Published: March 14, 2013 at 2:53 pm

COMPOSERS: Elgar; Carter; Bruch
LABELS: Decca
ALBUM TITLE: Elgar • Carter • Bruch
WORKS: Elgar: Cello Concerto in E minor; Carter: Cello Concerto; Bruch: Kol Nidrei, Op. 47
PERFORMER: Alisa Weilerstein (cello); Staatskapelle Berlin/Daniel Barenboim
CATALOGUE NO: 478 2735

This is a bold, not to say counter-intuitive coupling: I can’t imagine all lovers of Elgar’s intimate, elegiac Cello Concerto will have as keen an appetite for late, knotty Elliott Carter (and maybe vice versa). But they shouldn’t be deterred: each concerto is a masterwork in its own terms, and together they add up to a superb showcase for the talents of a gifted soloist. I praised Alisa Weilerstein’s interpretation of the Elgar Concerto when she appeared on DVD with Daniel Barenboim and the Berlin Philharmonic in 2010. This new recording (same conductor, different orchestra) is a close match to that one: Weilerstein avoids nostalgia and produces instead an account that is full of passion, grief and nobility of feeling. Just the way she articulates the opening chords and brief recitative before the strings’ first entry has an authority and poetry that demands our attention from the outset, and the eloquence of her playing ensures that she holds it throughout. The way that she and Barenboim negotiate tricky moments such as the transition between movements one and two, where the fleet-footed scherzo emerges out of a brilliantly judged series of moves forward and holdings-back, seems perfect. After the limpid melancholy of the slow movement Weilerstein brings a sense of dark, almost ironical triumph to the finale. It’s a highly intelligent reading without in any way compromising the emotional dimensions of the work.

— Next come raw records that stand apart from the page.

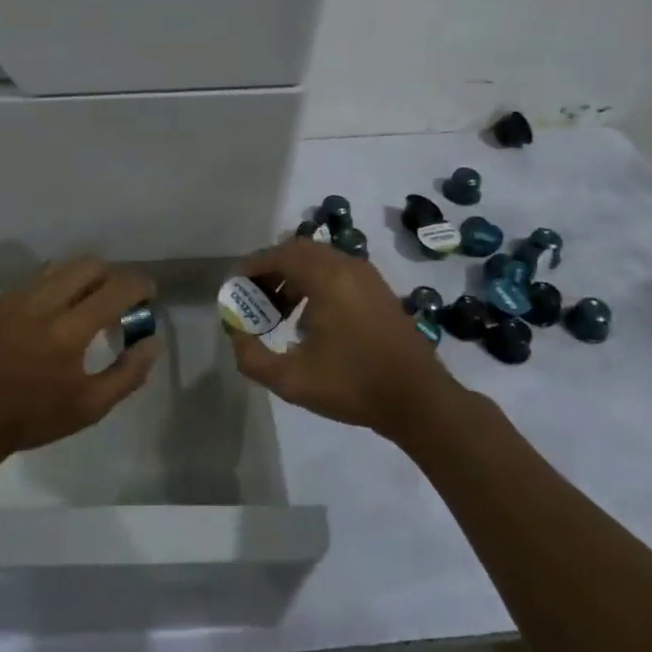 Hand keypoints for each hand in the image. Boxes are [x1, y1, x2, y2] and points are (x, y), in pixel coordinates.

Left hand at [0, 257, 158, 468]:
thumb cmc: (32, 419)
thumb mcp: (90, 407)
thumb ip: (128, 373)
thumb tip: (152, 340)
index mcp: (68, 331)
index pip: (116, 288)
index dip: (140, 285)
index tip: (149, 295)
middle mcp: (43, 304)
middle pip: (90, 265)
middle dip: (113, 276)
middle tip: (119, 302)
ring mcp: (17, 298)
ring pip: (62, 266)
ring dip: (84, 277)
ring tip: (88, 304)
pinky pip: (38, 278)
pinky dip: (58, 285)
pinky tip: (57, 312)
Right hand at [229, 239, 444, 435]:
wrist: (419, 400)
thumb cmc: (353, 386)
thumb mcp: (290, 380)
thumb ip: (251, 356)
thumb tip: (235, 333)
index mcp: (326, 278)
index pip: (278, 254)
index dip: (251, 267)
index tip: (233, 287)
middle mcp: (347, 266)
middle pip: (297, 251)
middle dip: (269, 269)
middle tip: (252, 297)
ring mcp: (366, 276)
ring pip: (318, 260)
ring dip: (291, 276)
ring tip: (275, 311)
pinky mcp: (378, 289)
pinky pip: (336, 271)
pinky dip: (313, 282)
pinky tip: (306, 318) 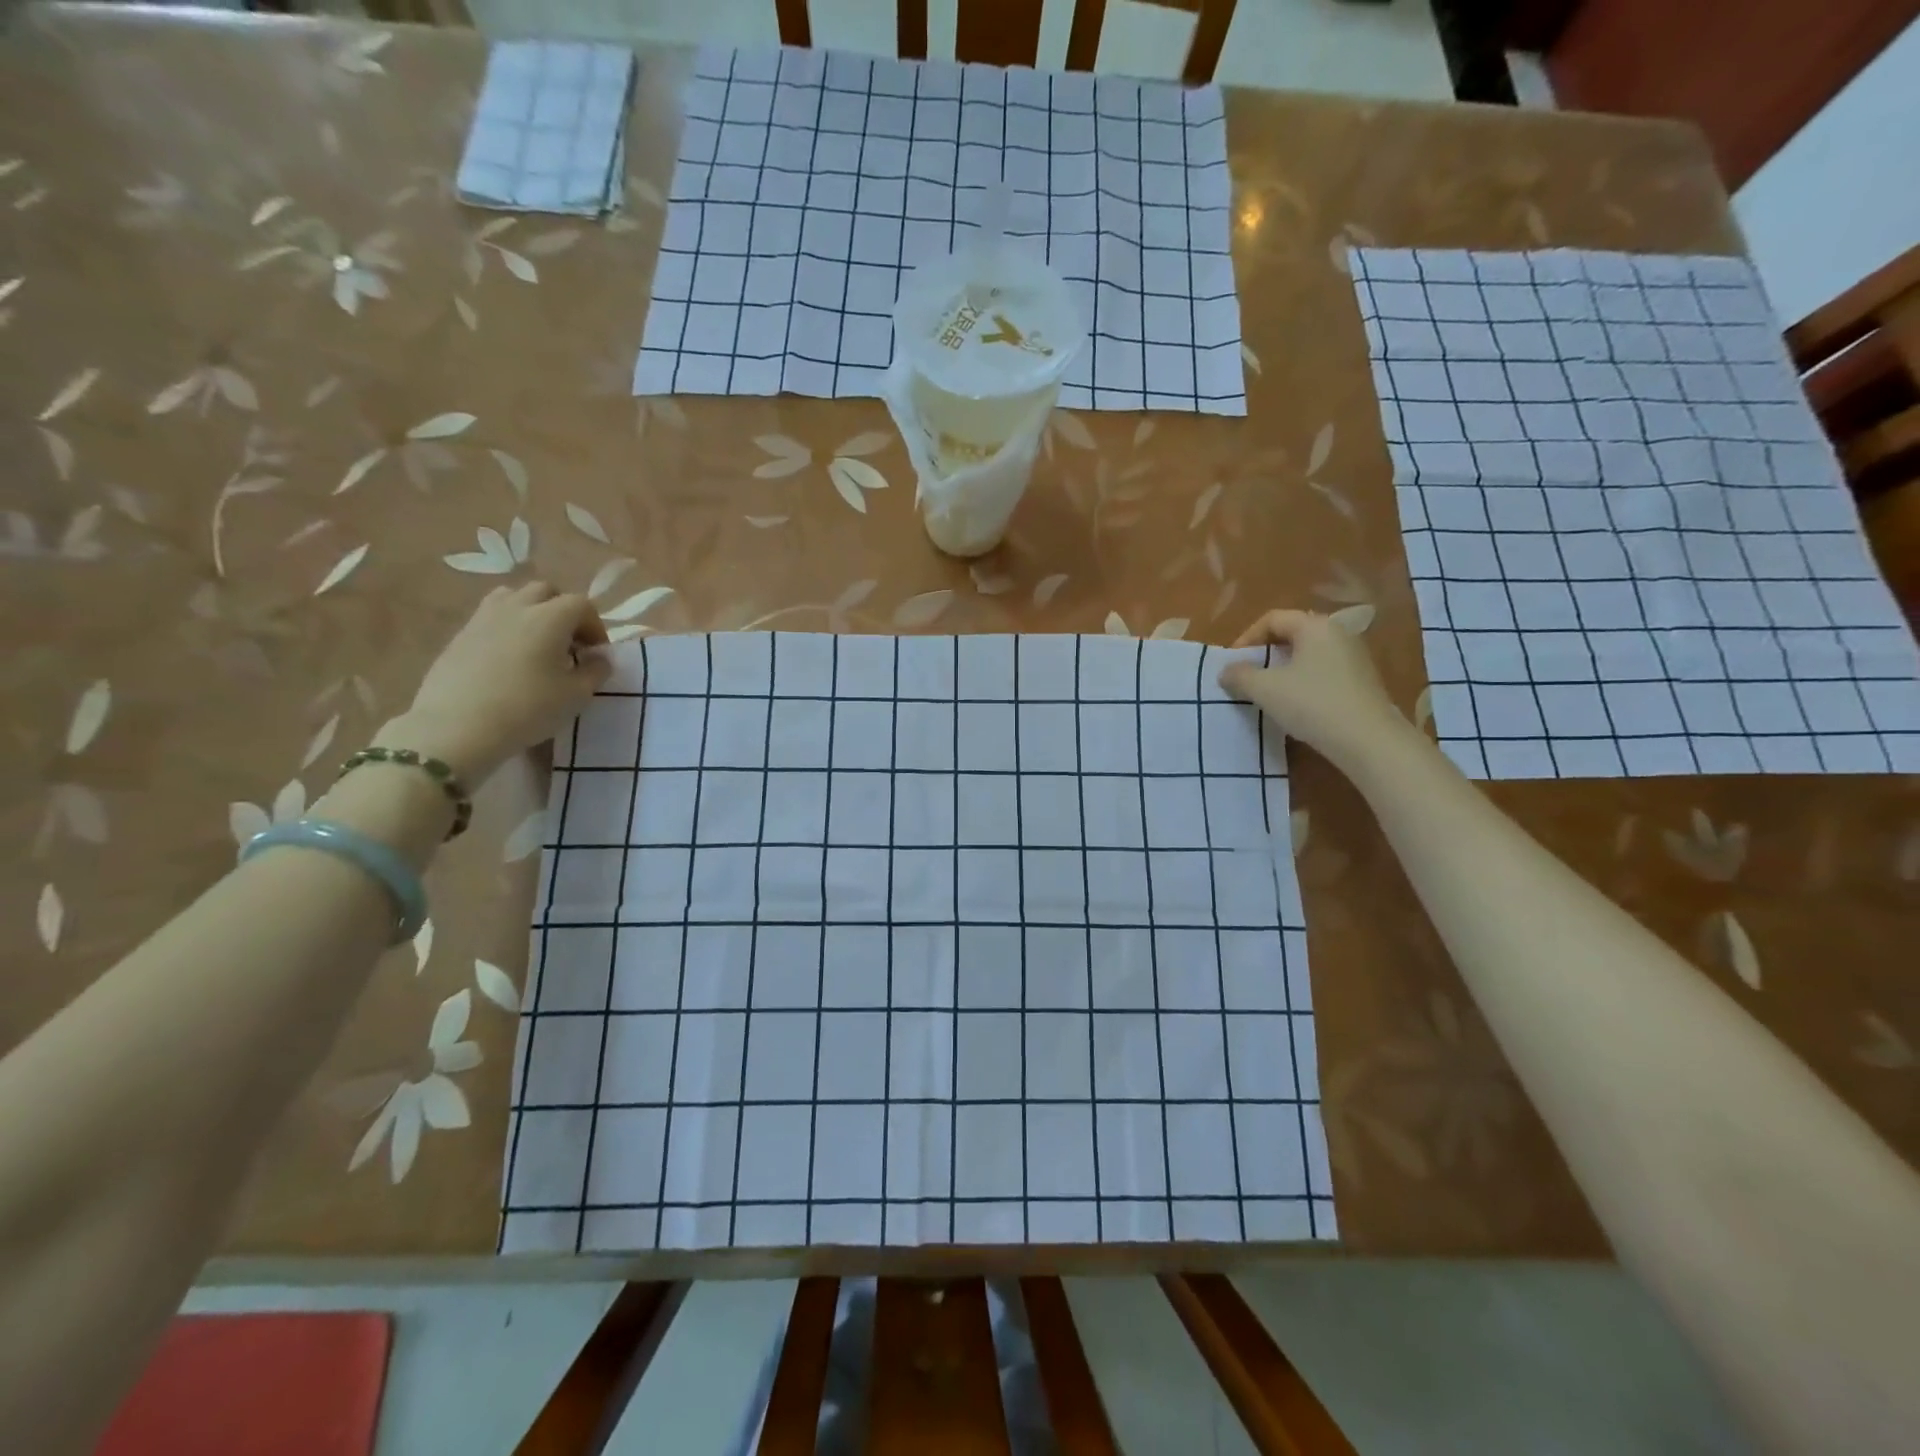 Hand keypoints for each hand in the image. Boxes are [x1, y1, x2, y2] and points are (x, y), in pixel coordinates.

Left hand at [381, 583, 609, 783]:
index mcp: (550, 617)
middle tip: (569, 644)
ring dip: (532, 612)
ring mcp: (484, 617)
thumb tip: (600, 658)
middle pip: (546, 592)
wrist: (457, 727)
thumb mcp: (576, 695)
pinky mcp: (460, 634)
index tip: (596, 654)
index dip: (595, 627)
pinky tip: (509, 658)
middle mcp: (517, 607)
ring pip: (514, 597)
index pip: (582, 605)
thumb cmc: (527, 709)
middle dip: (563, 611)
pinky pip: (490, 617)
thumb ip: (596, 671)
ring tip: (537, 643)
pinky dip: (507, 627)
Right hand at [1217, 609, 1411, 774]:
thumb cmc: (1312, 704)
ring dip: (1283, 669)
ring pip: (1308, 654)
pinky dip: (1303, 681)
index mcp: (1316, 626)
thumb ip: (1240, 675)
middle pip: (1292, 634)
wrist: (1368, 741)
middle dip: (1264, 654)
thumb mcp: (1265, 689)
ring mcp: (1354, 657)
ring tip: (1268, 692)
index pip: (1272, 619)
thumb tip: (1226, 670)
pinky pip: (1323, 671)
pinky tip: (1296, 705)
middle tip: (1247, 676)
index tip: (1233, 664)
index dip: (1246, 638)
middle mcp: (1338, 633)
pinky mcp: (1362, 680) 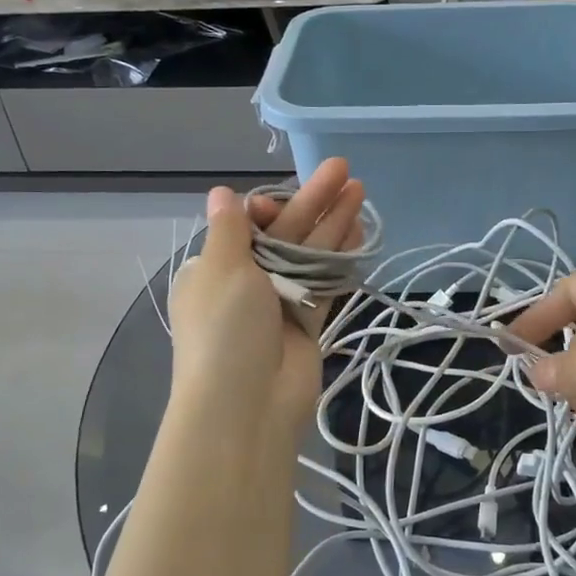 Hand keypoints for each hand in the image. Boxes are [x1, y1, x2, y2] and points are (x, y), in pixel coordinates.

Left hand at [167, 159, 366, 442]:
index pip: (247, 225)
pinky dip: (341, 258)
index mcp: (214, 268)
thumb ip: (230, 229)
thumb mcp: (220, 270)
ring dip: (333, 223)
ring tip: (361, 190)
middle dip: (313, 201)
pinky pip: (326, 282)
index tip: (281, 205)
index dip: (270, 207)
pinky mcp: (308, 322)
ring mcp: (279, 303)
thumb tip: (221, 192)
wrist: (245, 405)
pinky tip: (361, 231)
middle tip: (344, 169)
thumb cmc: (224, 329)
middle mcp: (246, 282)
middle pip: (284, 233)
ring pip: (310, 255) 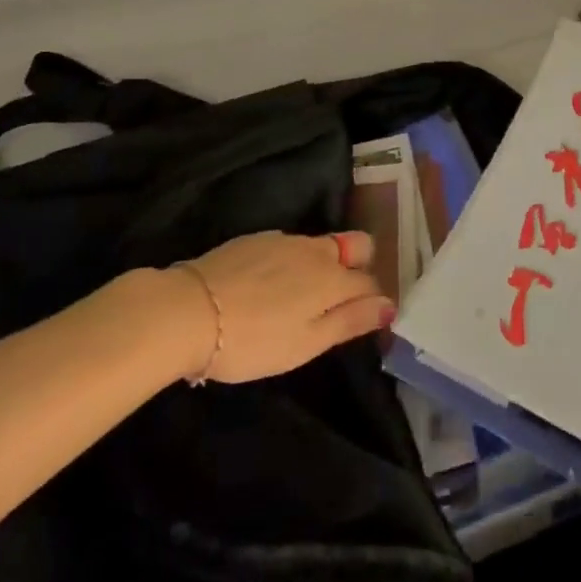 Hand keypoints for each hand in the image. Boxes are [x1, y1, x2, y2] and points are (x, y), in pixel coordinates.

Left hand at [173, 231, 393, 383]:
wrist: (190, 309)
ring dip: (324, 265)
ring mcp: (285, 239)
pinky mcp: (258, 238)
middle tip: (340, 300)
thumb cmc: (252, 340)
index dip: (374, 300)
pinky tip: (270, 286)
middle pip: (356, 245)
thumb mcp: (305, 344)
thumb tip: (390, 305)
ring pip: (321, 245)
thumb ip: (350, 321)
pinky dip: (293, 262)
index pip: (370, 281)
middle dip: (360, 264)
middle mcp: (316, 250)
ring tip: (301, 298)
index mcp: (332, 278)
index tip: (367, 319)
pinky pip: (290, 245) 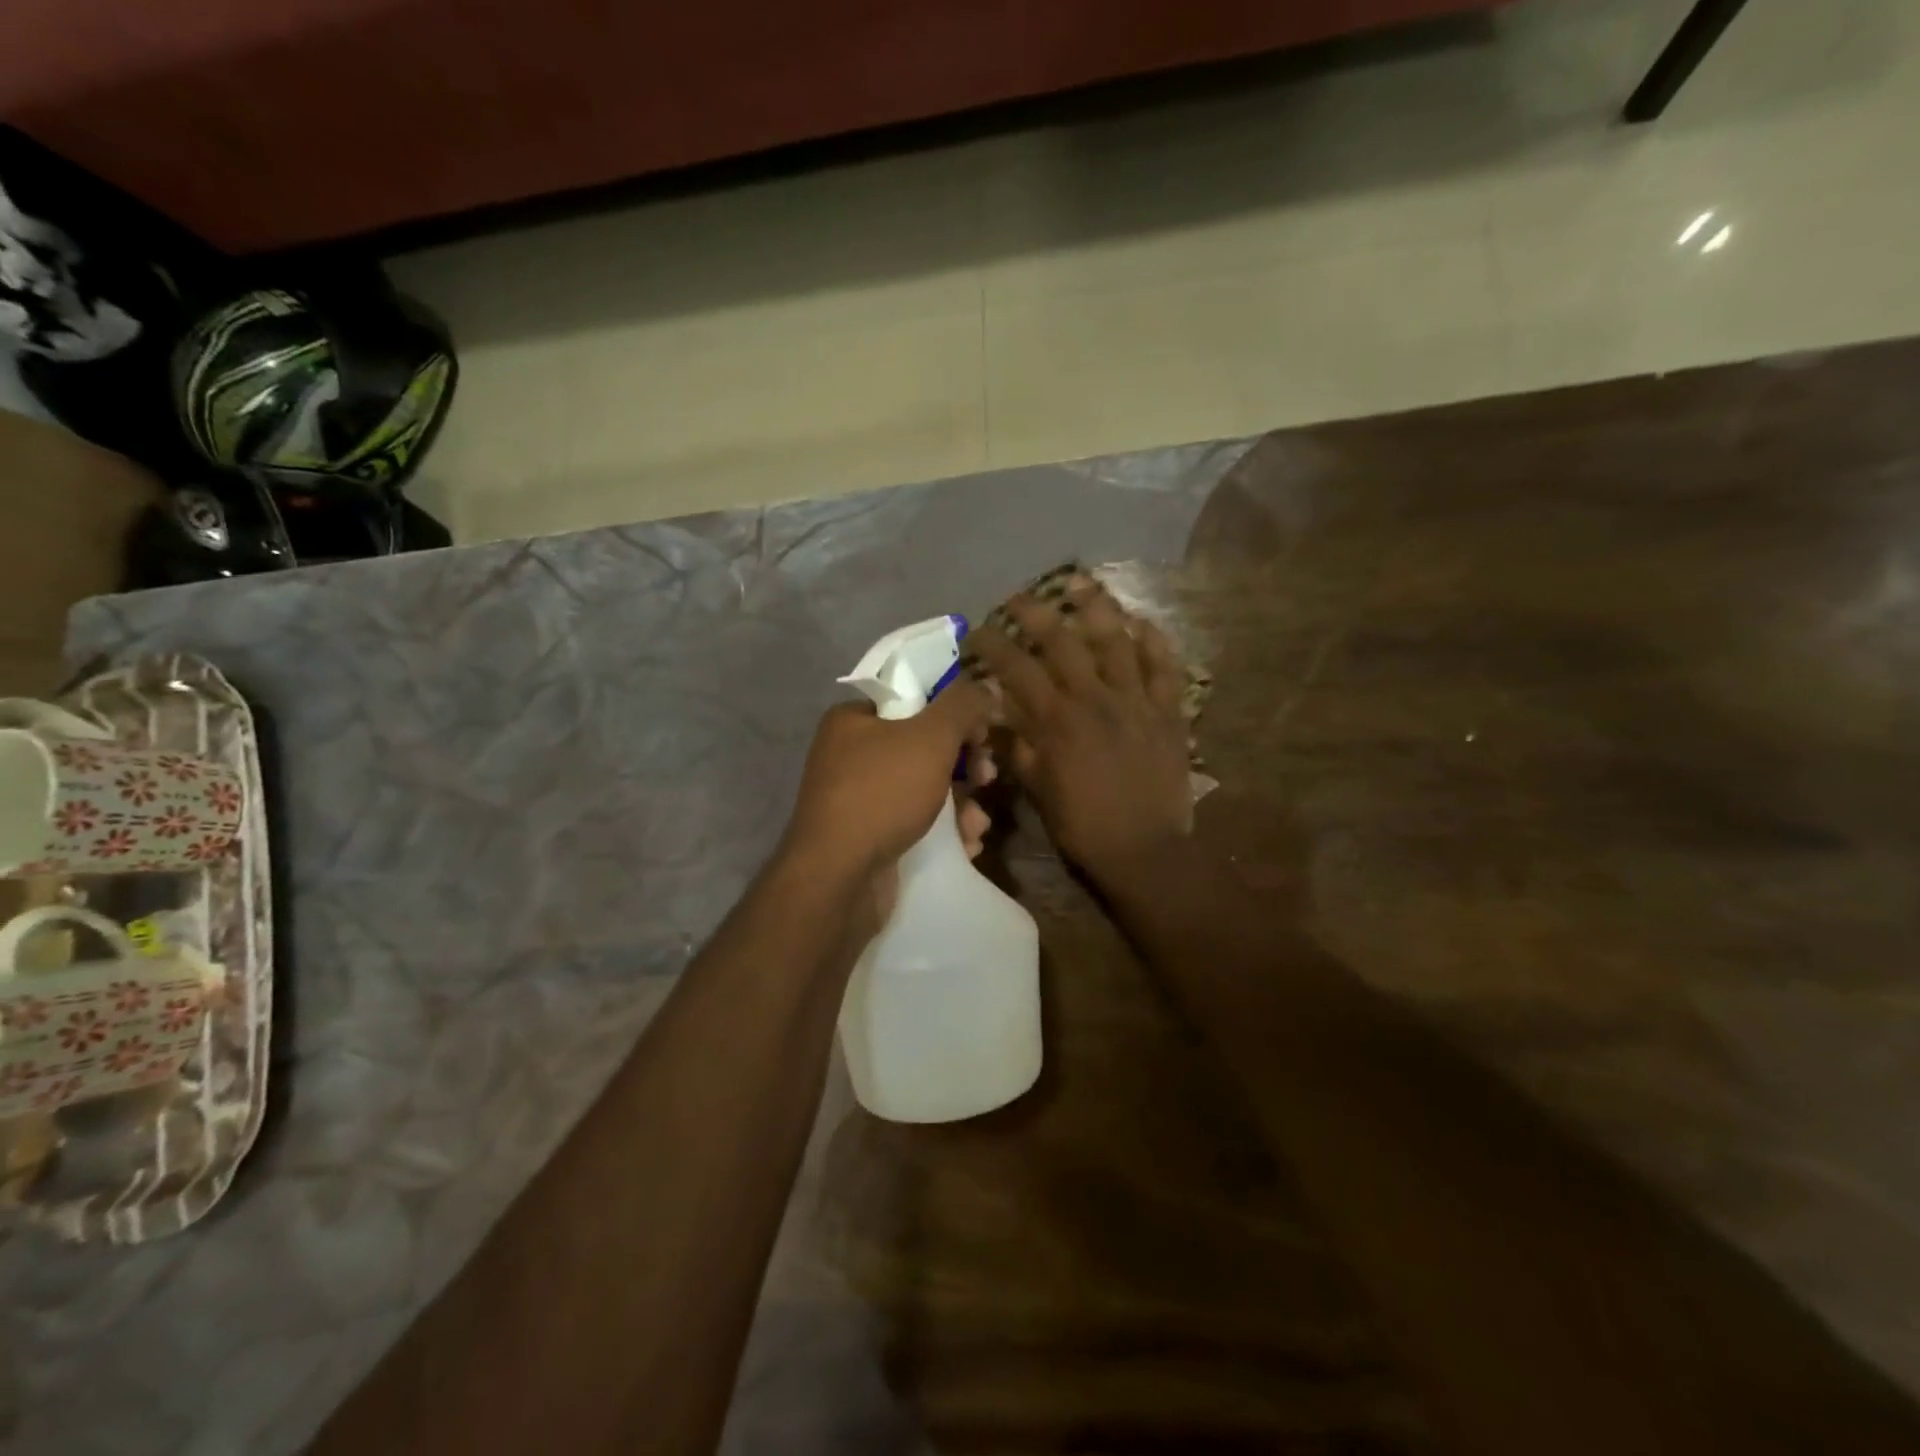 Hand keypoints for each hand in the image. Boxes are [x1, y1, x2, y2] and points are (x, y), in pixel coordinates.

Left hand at [783, 680, 995, 895]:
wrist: (838, 877)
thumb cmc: (883, 793)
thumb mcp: (931, 738)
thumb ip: (963, 705)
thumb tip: (986, 685)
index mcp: (854, 720)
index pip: (913, 700)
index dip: (953, 713)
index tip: (982, 734)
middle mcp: (850, 754)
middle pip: (923, 747)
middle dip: (964, 766)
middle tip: (986, 779)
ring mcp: (857, 799)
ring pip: (924, 789)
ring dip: (960, 805)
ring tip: (976, 826)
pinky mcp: (867, 836)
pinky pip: (913, 822)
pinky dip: (943, 832)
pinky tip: (965, 846)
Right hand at [970, 580, 1192, 886]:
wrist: (1144, 851)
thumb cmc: (1083, 825)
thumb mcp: (1037, 790)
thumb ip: (1017, 747)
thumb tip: (997, 714)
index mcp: (1057, 721)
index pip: (1016, 669)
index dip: (993, 644)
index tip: (976, 632)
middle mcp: (1094, 699)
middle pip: (1062, 641)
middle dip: (1035, 612)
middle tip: (1018, 597)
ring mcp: (1136, 701)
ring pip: (1116, 640)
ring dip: (1096, 607)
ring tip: (1080, 583)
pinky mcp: (1168, 712)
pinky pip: (1165, 666)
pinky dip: (1154, 641)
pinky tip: (1140, 622)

Few greater contrasts in style and atmosphere could be imagined than the modernism of Elliott Carter’s Concerto of 2001, which through its seven sections exploits almost everything a cello can do. As in many of Carter’s late works the music seems to live at the existential edge, each new phrase creating its own justification in an unfolding process of invention. It’s clear that this music holds no terrors for Weilerstein. Though most of the work is capricious she always gives the ideas time to breathe. Her interpretation, at once remarkably expressive and a continuous display of headlong, high-pressure virtuosity, seems to me to outrank the existing recorded versions by Fred Sherry and Jan Vogler (on Bridge and NEOS respectively) and in its way is as fine an achievement as her Elgar. A meditative account of Bruch’s Kol Nidrei – Weilerstein here expounding the melody in its full innate dignity, without an ounce of excess sentiment – closes a thoughtfully-constructed and thought-provoking programme.